U.S. Customs and Border Protection has furloughed 6,000 workers because of the government shutdown that began last week, but Acting Commissioner Thomas Winkowski said the impact at the docks should be “minimal” since ports will remain open. However, other government agencies that have a role in clearing cargo at the ports have not remained as staffed as CBP, leaving retailers cautious, the report said.
“With the holidays nearly here, retailers are making sure their shelves are well-stocked,” said Jonathan Gold, NRF vice president for supply chain and customs policy, in a written statement. “Cargo is continuing to move through the ports but the government shutdown has left some agencies shorthanded, so NRF will monitor the situation closely as the holidays approach.”

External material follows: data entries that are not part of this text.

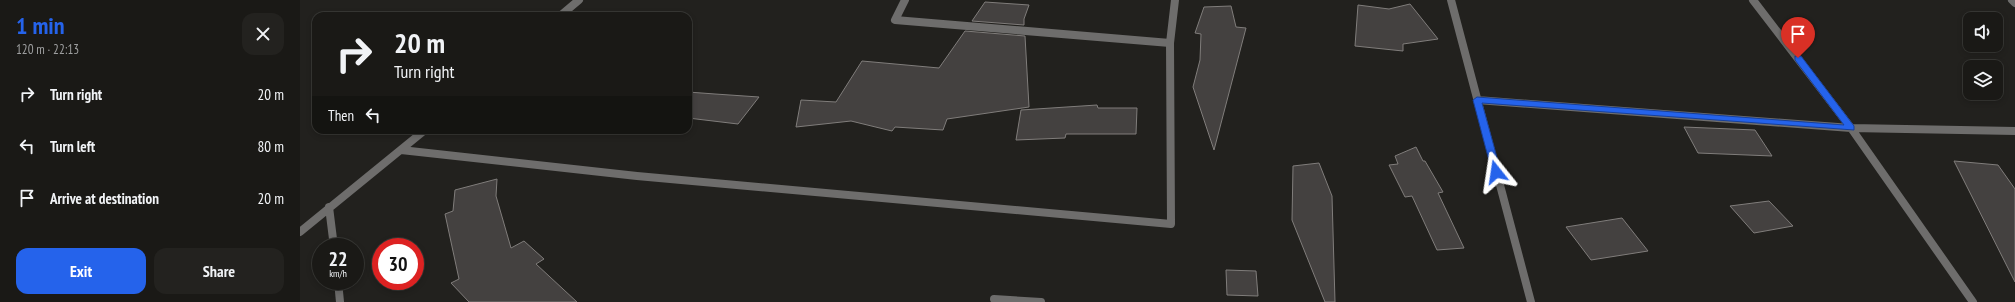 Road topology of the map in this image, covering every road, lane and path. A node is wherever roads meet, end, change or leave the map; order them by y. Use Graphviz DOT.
graph roads {
  1 [pos="579,0"];
  2 [pos="905,0"];
  3 [pos="1175,0"];
  4 [pos="1451,0"];
  5 [pos="1753,0"];
  6 [pos="2012,0"];
  7 [pos="2015,3"];
  8 [pos="565,12"];
  9 [pos="1170,43"];
  10 [pos="1477,100"];
  11 [pos="1851,128"];
  12 [pos="2015,130"];
  13 [pos="420,134"];
  14 [pos="401,150"];
  15 [pos="329,207"];
  16 [pos="300,232"];
  17 [pos="333,238"];
  18 [pos="339,290"];
  19 [pos="994,299"];
  20 [pos="340,302"];
  21 [pos="1041,302"];
  22 [pos="1531,302"];
  23 [pos="1973,302"];
  1 -- 8 [label="street"];
  2 -- 9 [label="street"];
  3 -- 9 [label="street"];
  4 -- 10 [label="street"];
  5 -- 11 [label="street"];
  6 -- 7 [label="street"];
  9 -- 14 [label="street"];
  10 -- 11 [label="street"];
  10 -- 22 [label="street"];
  11 -- 12 [label="street"];
  11 -- 23 [label="street"];
  13 -- 14 [label="street"];
  14 -- 15 [label="street"];
  15 -- 16 [label="street"];
  15 -- 17 [label="street"];
  18 -- 20 [label="street"];
  19 -- 21 [label="street"];
} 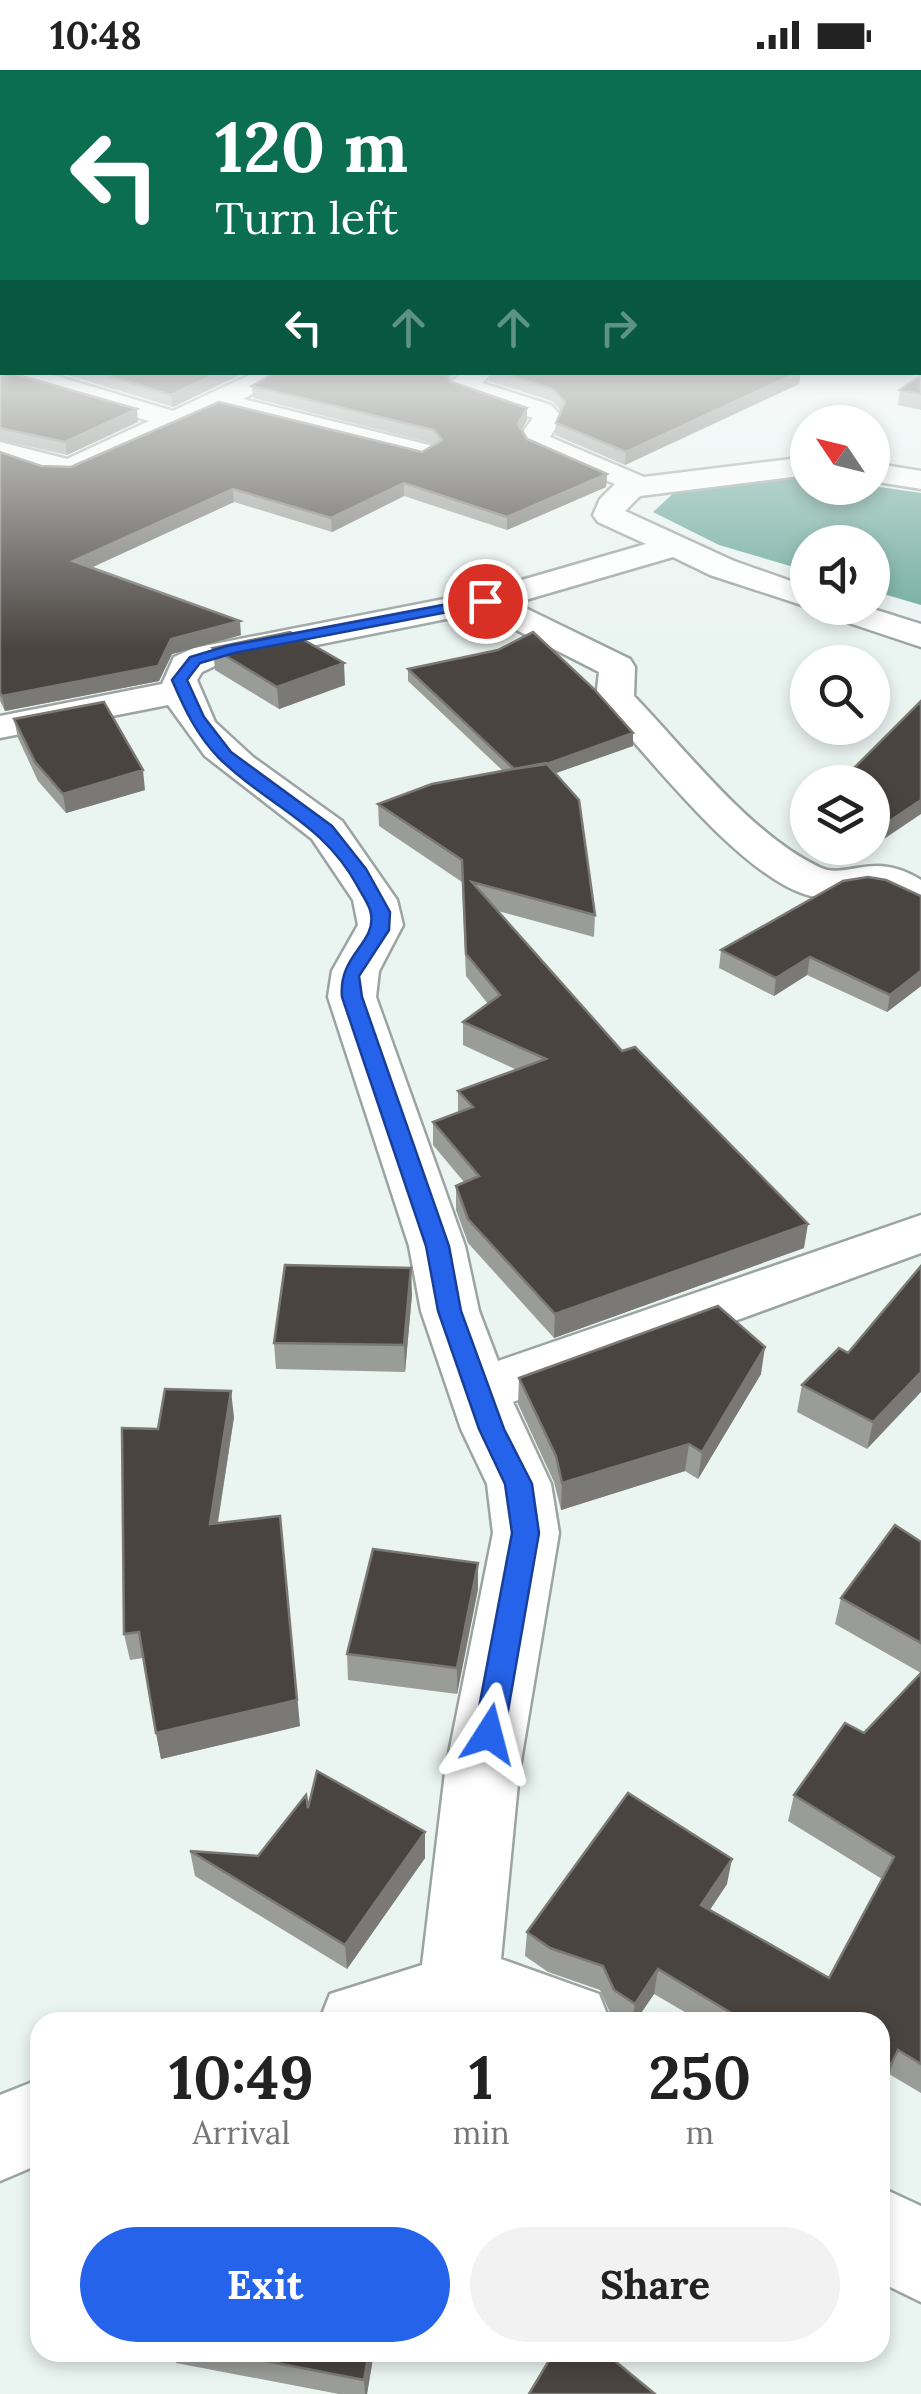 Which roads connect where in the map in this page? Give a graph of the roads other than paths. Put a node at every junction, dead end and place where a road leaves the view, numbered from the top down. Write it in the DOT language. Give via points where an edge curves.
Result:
graph roads {
  1 [pos="150,431"];
  2 [pos="342,431"];
  3 [pos="539,431"];
  4 [pos="0,451"];
  5 [pos="423,452"];
  6 [pos="790,468"];
  7 [pos="890,475"];
  8 [pos="921,480"];
  9 [pos="630,489"];
  10 [pos="672,546"];
  11 [pos="790,591"];
  12 [pos="485,601"];
  13 [pos="888,625"];
  14 [pos="921,636"];
  15 [pos="181,691"];
  16 [pos="0,727"];
  17 [pos="921,899"];
  18 [pos="921,1233"];
  19 [pos="481,1390"];
  20 [pos="458,1995"];
  21 [pos="396,2012"];
  22 [pos="543,2012"];
  23 [pos="30,2126"];
  24 [pos="0,2138"];
  25 [pos="890,2237"];
  26 [pos="921,2257"];
  1 -- 4 [label="street" via="72,468"];
  2 -- 5 [label="street"];
  3 -- 9 [label="street" via="538,442 631,480"];
  6 -- 9 [label="street"];
  7 -- 8 [label="street"];
  9 -- 10 [label="street" via="609,516"];
  10 -- 11 [label="street"];
  10 -- 12 [label="street"];
  12 -- 15 [label="street" via="206,656 181,673"];
  12 -- 17 [label="street" via="617,667 615,698 762,851 816,884 885,876"];
  13 -- 14 [label="street"];
  15 -- 16 [label="street"];
  15 -- 19 [label="street" via="225,755 326,830 380,912 380,930 350,976 352,997"];
  18 -- 19 [label="street"];
  19 -- 20 [label="street" via="518,1484 526,1533 482,1773"];
  20 -- 21 [label="street"];
  20 -- 22 [label="street" via="507,1999"];
  23 -- 24 [label="street"];
  25 -- 26 [label="street"];
} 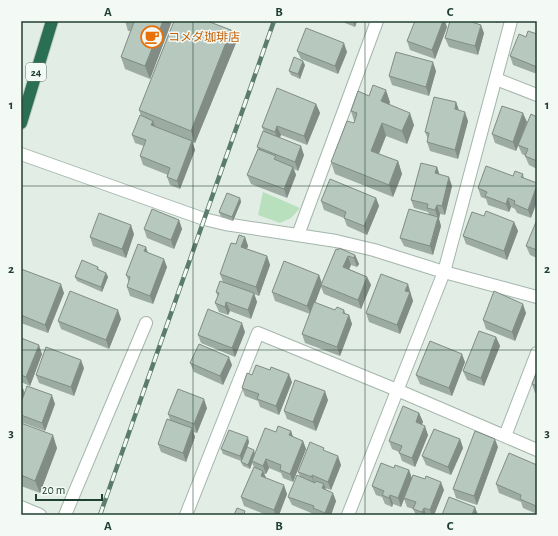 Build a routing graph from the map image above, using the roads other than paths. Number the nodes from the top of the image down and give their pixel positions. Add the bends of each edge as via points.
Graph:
1 (52, 21) edge
2 (377, 21) edge
3 (511, 21) edge
4 (496, 80) junction
5 (537, 95) edge
6 (21, 123) edge
7 (21, 154) edge
8 (298, 235) junction
9 (444, 272) junction
10 (537, 297) edge
11 (146, 323) dead end
12 (537, 353) edge
13 (397, 390) junction
14 (505, 436) junction
15 (537, 450) edge
16 (21, 507) edge
17 (40, 515) edge
18 (65, 515) edge
19 (186, 515) edge
20 (348, 515) edge

1 - 6 highway, 24
2 - 8 street
3 - 4 street
4 - 5 street
4 - 9 street
7 - 8 street via 204,219
8 - 9 street via 374,250
9 - 10 street
9 - 13 street
11 - 18 street
12 - 14 street
13 - 14 street
13 - 19 street via 258,333
13 - 20 street
14 - 15 street
16 - 17 street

U.S. ports followed by Global Port Tracker handled 1.48 million 20-foot-equivalent units in August, up 2.5 percent from July and 3.8 percent from August 2012. September was estimated at 1.47 million TEUs, up 4.9 percent year-over-year, and October was predicted at 1.46 million TEUs. August, September and October are the months when most of the holiday season’s merchandise is brought into the country, the report noted. The 4.42 million cargo containers expected for those months combined would constitute a 5.9 percent increase over last year and account for 25.6 percent of all retail imports for the entire year.
The report also predicted that import volume will reach 16.3 million TEUs by the end of 2013, up 2.7 percent from 2012’s 15.8 million TEUs.
Despite the current increases, container traffic growth overall has been slow this year, and the reduced demand for shipping capacity has ocean carriers cutting the number of vessels on the water and taking other steps, according to Ben Hackett, Hackett Associates’ founder.
“The supply-and-demand balance dictates pricing,” Hackett said. “This has left the carriers to find ways to cut costs as a means to better financial results. Using larger ships is one solution, and larger alliances as a means to managing capacity is another.